Stored data
——
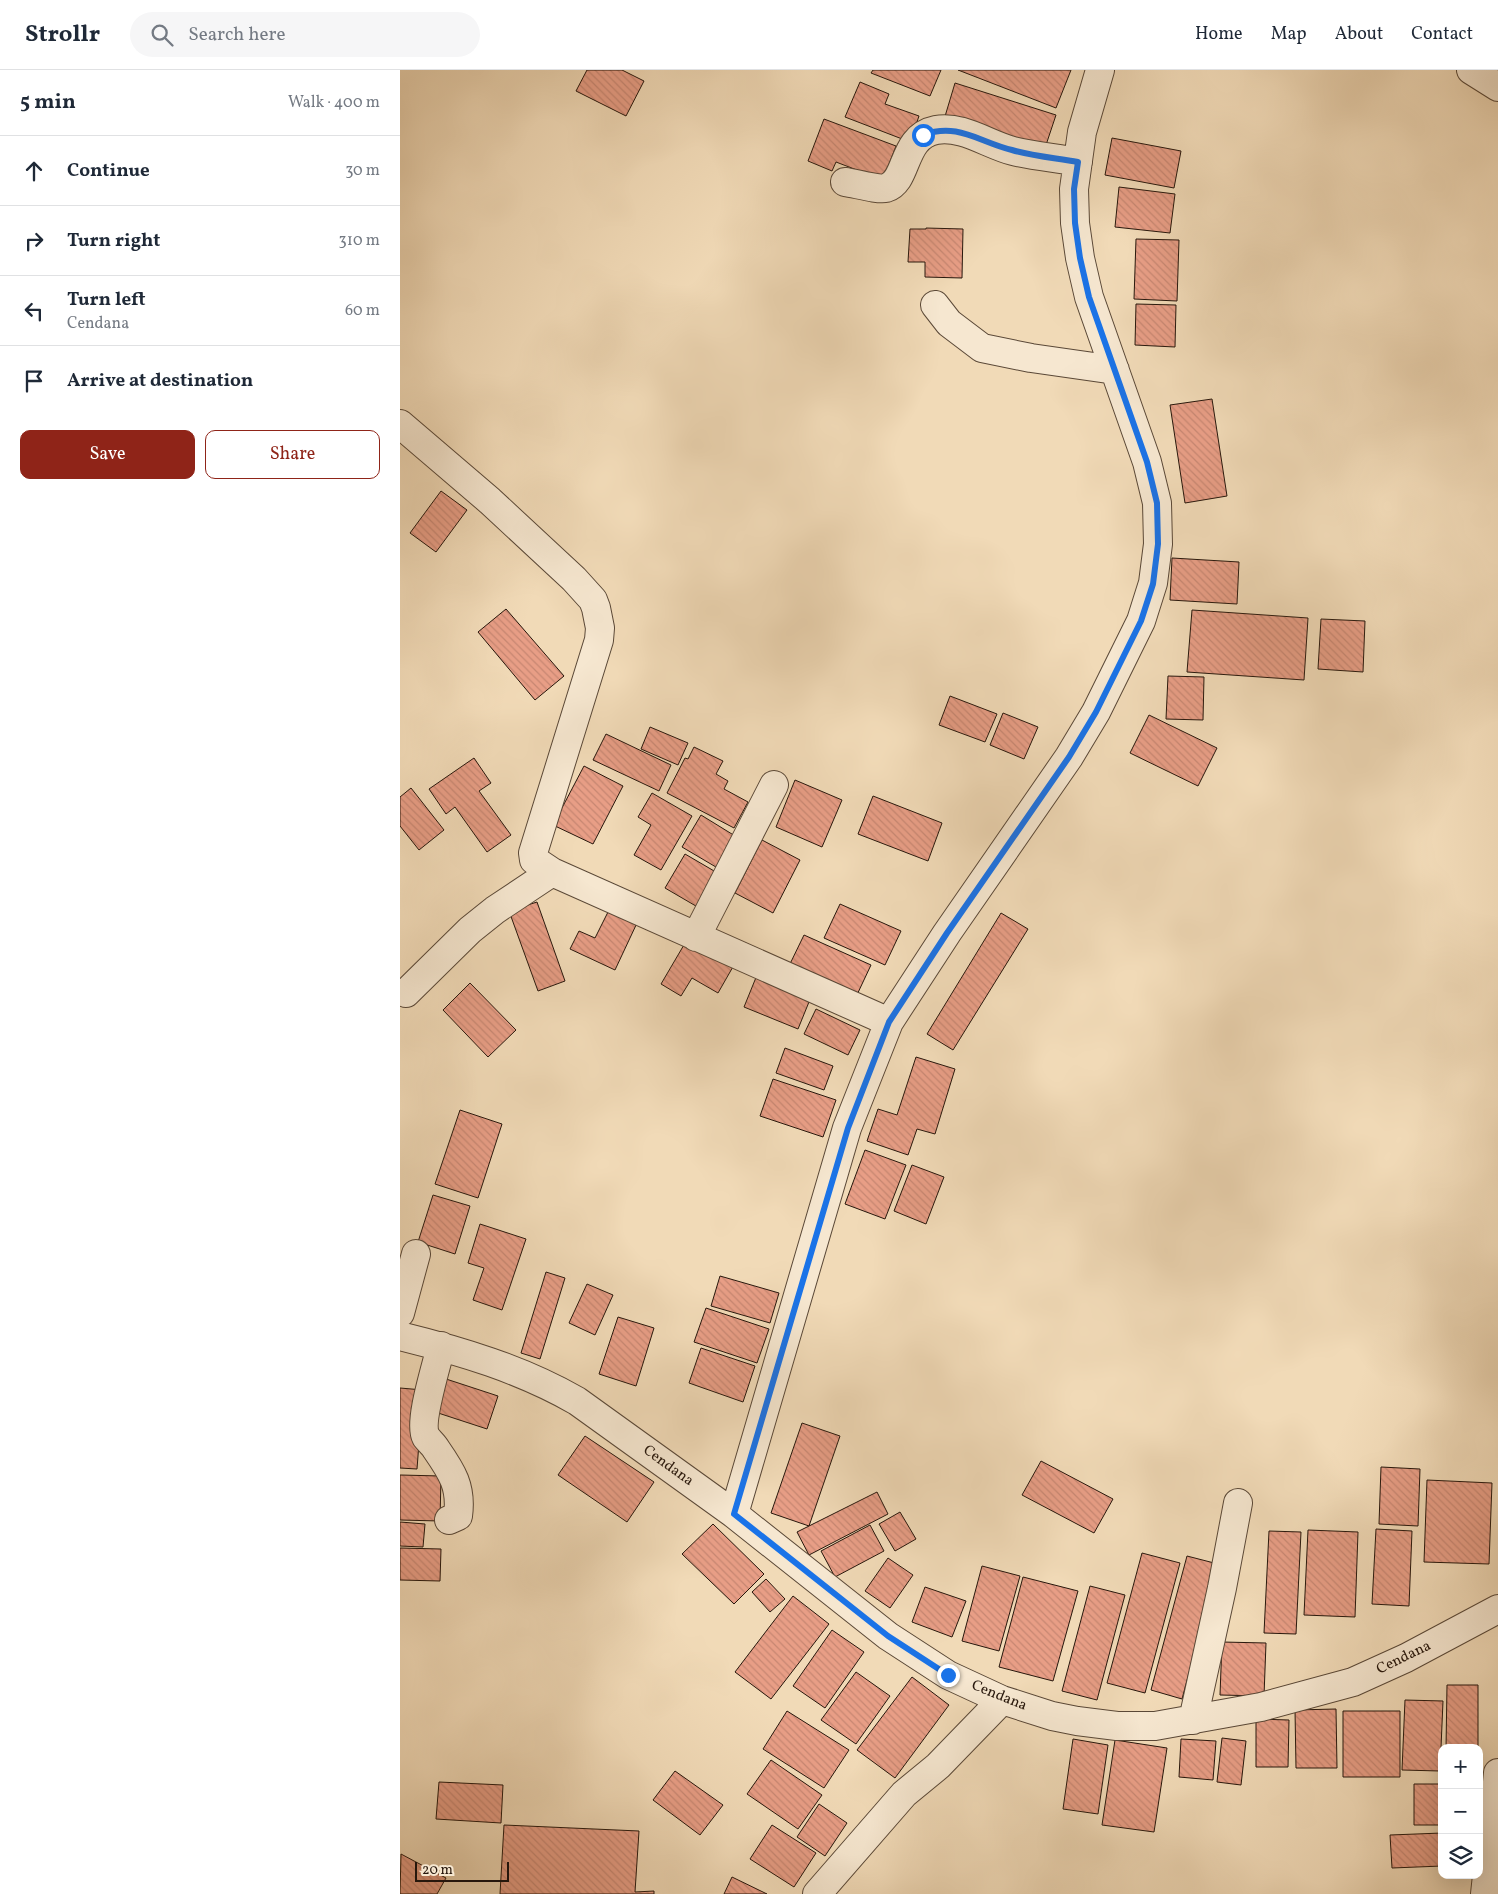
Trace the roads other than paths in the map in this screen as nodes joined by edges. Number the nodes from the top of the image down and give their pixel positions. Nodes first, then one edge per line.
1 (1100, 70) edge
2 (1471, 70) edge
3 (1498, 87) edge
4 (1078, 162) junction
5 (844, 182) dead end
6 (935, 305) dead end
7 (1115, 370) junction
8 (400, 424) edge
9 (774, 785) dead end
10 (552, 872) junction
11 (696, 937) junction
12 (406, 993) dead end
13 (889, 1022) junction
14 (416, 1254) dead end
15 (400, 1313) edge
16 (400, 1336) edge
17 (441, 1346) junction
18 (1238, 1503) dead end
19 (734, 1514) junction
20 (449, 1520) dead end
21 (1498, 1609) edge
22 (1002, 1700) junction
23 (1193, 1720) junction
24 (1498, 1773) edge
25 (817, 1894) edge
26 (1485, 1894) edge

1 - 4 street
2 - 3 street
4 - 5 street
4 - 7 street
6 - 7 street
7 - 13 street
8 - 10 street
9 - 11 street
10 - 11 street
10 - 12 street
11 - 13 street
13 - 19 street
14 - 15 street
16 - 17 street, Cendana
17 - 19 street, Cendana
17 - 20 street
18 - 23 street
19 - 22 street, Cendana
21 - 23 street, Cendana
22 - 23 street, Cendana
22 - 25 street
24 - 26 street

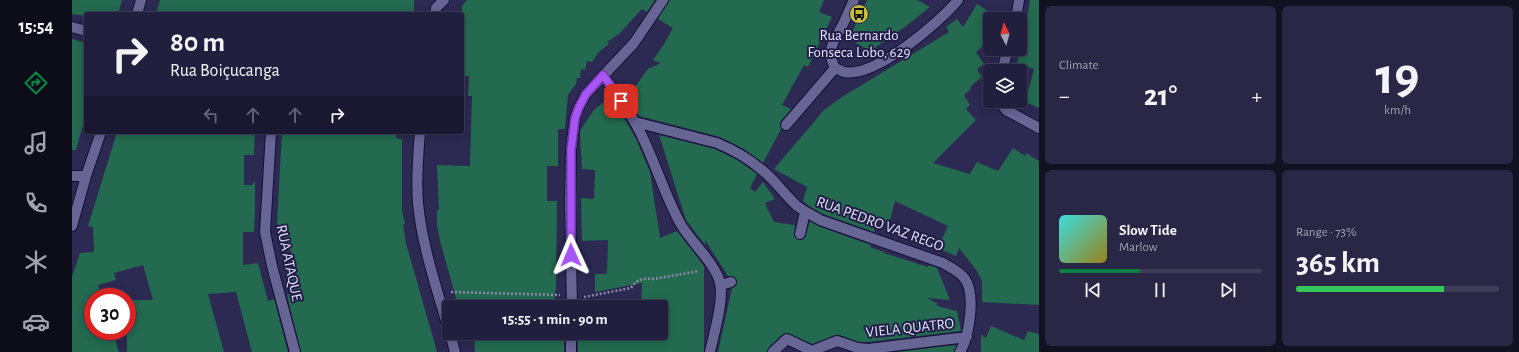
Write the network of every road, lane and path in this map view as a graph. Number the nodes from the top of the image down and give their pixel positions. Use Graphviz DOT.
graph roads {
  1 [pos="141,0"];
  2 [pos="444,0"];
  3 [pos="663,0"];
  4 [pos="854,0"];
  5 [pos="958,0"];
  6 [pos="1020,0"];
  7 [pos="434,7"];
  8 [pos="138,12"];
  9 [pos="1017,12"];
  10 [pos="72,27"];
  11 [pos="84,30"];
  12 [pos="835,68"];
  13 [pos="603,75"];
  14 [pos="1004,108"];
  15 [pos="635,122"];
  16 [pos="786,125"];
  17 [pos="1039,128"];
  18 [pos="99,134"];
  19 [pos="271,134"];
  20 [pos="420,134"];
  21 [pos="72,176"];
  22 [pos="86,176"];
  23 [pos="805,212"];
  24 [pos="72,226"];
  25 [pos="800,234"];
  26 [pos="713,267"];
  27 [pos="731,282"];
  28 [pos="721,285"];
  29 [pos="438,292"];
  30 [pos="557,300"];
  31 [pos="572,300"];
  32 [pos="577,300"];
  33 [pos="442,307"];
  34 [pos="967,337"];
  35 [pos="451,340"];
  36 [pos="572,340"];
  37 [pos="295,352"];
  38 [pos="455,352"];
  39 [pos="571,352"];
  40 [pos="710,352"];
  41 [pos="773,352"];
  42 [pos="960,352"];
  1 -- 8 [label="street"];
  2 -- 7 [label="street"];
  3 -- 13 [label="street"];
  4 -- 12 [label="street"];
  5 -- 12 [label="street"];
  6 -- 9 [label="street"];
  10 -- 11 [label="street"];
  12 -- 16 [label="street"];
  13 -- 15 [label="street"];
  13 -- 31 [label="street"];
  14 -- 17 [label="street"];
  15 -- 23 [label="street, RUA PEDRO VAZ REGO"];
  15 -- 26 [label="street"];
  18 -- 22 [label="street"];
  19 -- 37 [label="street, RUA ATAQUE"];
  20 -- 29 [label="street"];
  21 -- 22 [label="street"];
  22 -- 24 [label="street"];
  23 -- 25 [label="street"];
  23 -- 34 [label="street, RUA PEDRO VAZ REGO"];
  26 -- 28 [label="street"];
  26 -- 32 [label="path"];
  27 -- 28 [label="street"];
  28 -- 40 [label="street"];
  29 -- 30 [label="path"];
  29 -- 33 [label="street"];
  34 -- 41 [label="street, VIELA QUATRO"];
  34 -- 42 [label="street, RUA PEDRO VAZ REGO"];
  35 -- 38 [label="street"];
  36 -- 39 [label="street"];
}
——
For each line above that includes "their", copy the line.

(ANSWER TO THIS PROBLEM):
Trace the roads other than paths in the map in this screen as nodes joined by edges. Number the nodes from the top of the image down and give their pixel positions. Nodes first, then one edge per line.
Write the network of every road, lane and path in this map view as a graph. Number the nodes from the top of the image down and give their pixel positions. Use Graphviz DOT.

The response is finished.